Marlene Manoff, MIT Humanities Library: As we were planning this event, I looked up the summary of the last communications forum devoted to library issues entitled The University, the Library, and Information Technology. It was held precisely five years ago, but I was struck by how little the issues had changed. I particularly noted that Charles Vest mentioned Project TULIP, an attempt by the publisher Elsevier to partner with a number of universities to provide full text access to about 40 journals in materials science. Although it turned out to have been misguided on a number of accounts, it was also one of many steps in our growing understanding of what users want and the kind of infrastructure we can support. Right now, many projects later and under the stewardship of Ann Wolpert, the MIT Libraries are embarking on a new 1.8 million dollar project with Hewlett-Packard called D-Space. It will provide access to the work of MIT faculty authors. Given the complexity of that project and digital issues in general, we are fortunate to have with us two experts on these subjects. Both of them are leaders of organizations that are helping us contend with the issues raised by electronic technology.

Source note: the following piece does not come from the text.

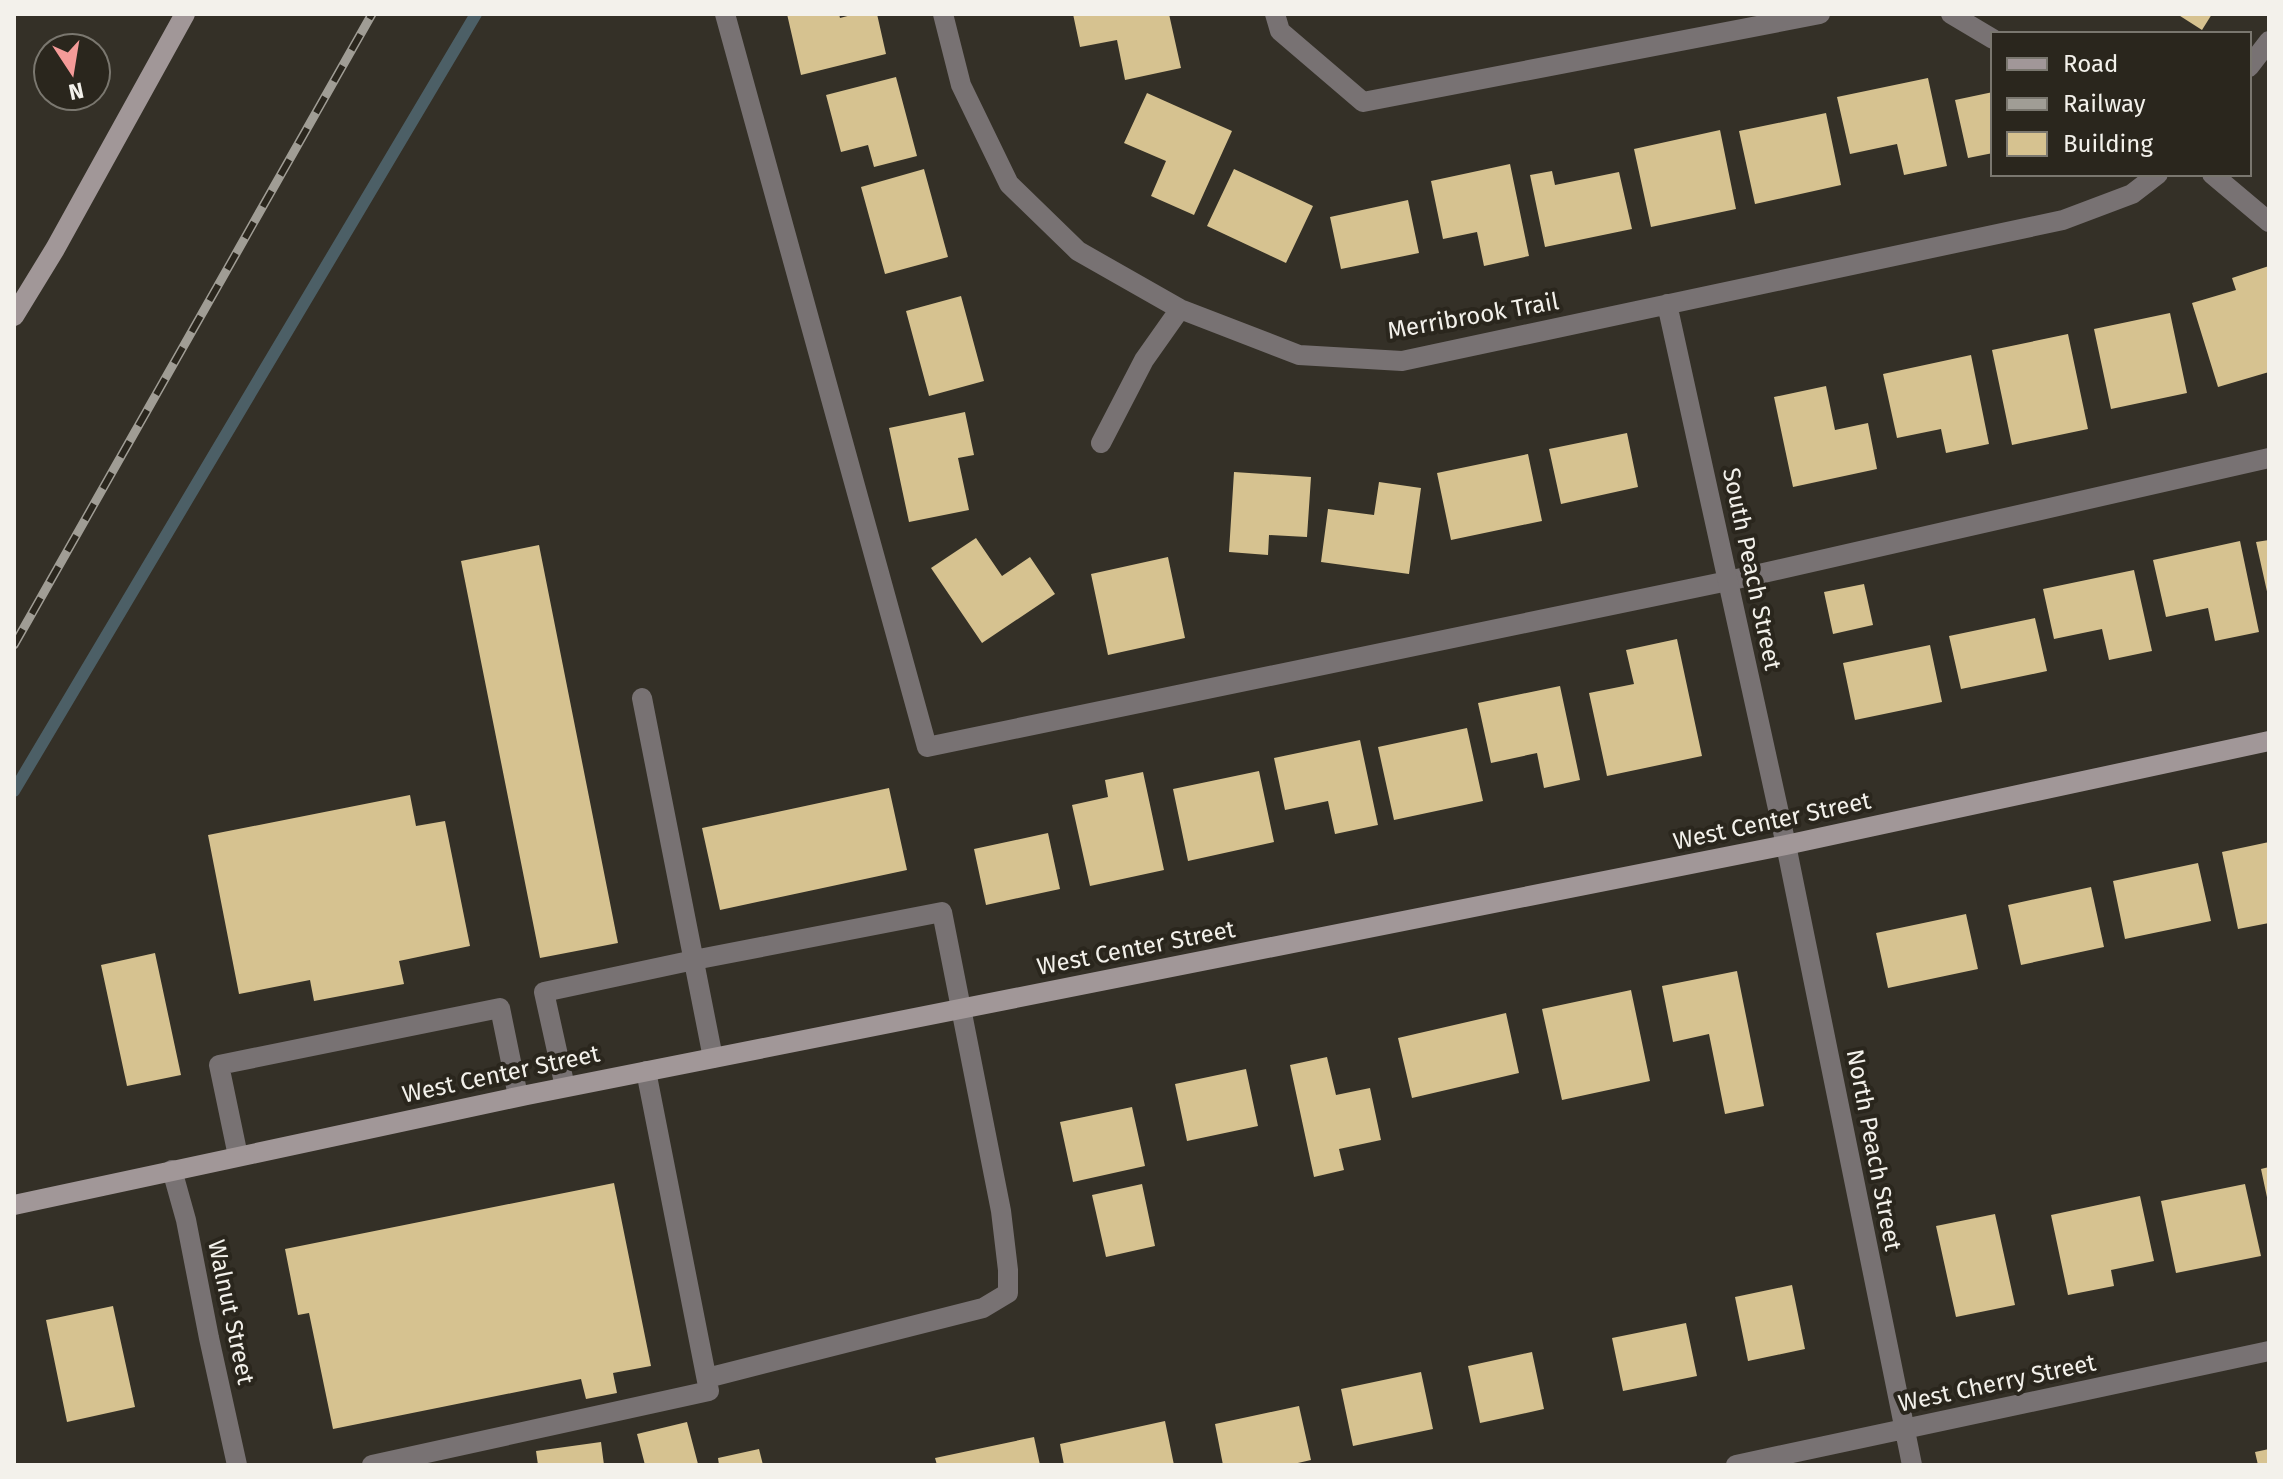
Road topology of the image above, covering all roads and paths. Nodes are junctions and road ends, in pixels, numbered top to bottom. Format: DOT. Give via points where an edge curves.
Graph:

Clifford Lynch, Coalition of Networked Information (CNI): Let me start with just the title of the session, "Digital Libraries." This phrase is both a blessing and a curse. Much like books, libraries are cultural totems. They wrap together all sorts of feelings, social contracts, and roles. Talking about the electronic book or the digital library has an ability to simultaneously get people upset, inspired and concerned. Even if the phrase is profoundly oxymoronic, we are reluctant to discard it because it is so evocative. Let's look at various views of what the term means as a way to explore some of the controversy that is packed in it.

What is a digital library?

Perhaps we can know digital libraries by example. Over the past five years, the National Science Foundation in conjunction with ARPA, NASA and other government agencies, spent something on the order 30 million dollars funding Digital Libraries. Presumably, if we look to the products of those grants, we will learn something about digital libraries. They were discipline oriented information environments that had collections of resources and tools for researchers and students in specific fields. Very few of them involved the libraries at the institutions to which the grants were given. Perhaps this is a functioning definition of digital libraries. In the commercial space, there are examples that line up well with this definition. For example, services like Lexis/Nexis or Westlaw in the legal world are reasonably comprehensive information spaces for attorneys and law students. While it is hard to get as inspired about Westlaw as we can by some of our amorphous ideas about dig ital libraries, these places are where knowledge breeds, interbreeds, and grows. These are some of the best examples we have of functioning digital libraries.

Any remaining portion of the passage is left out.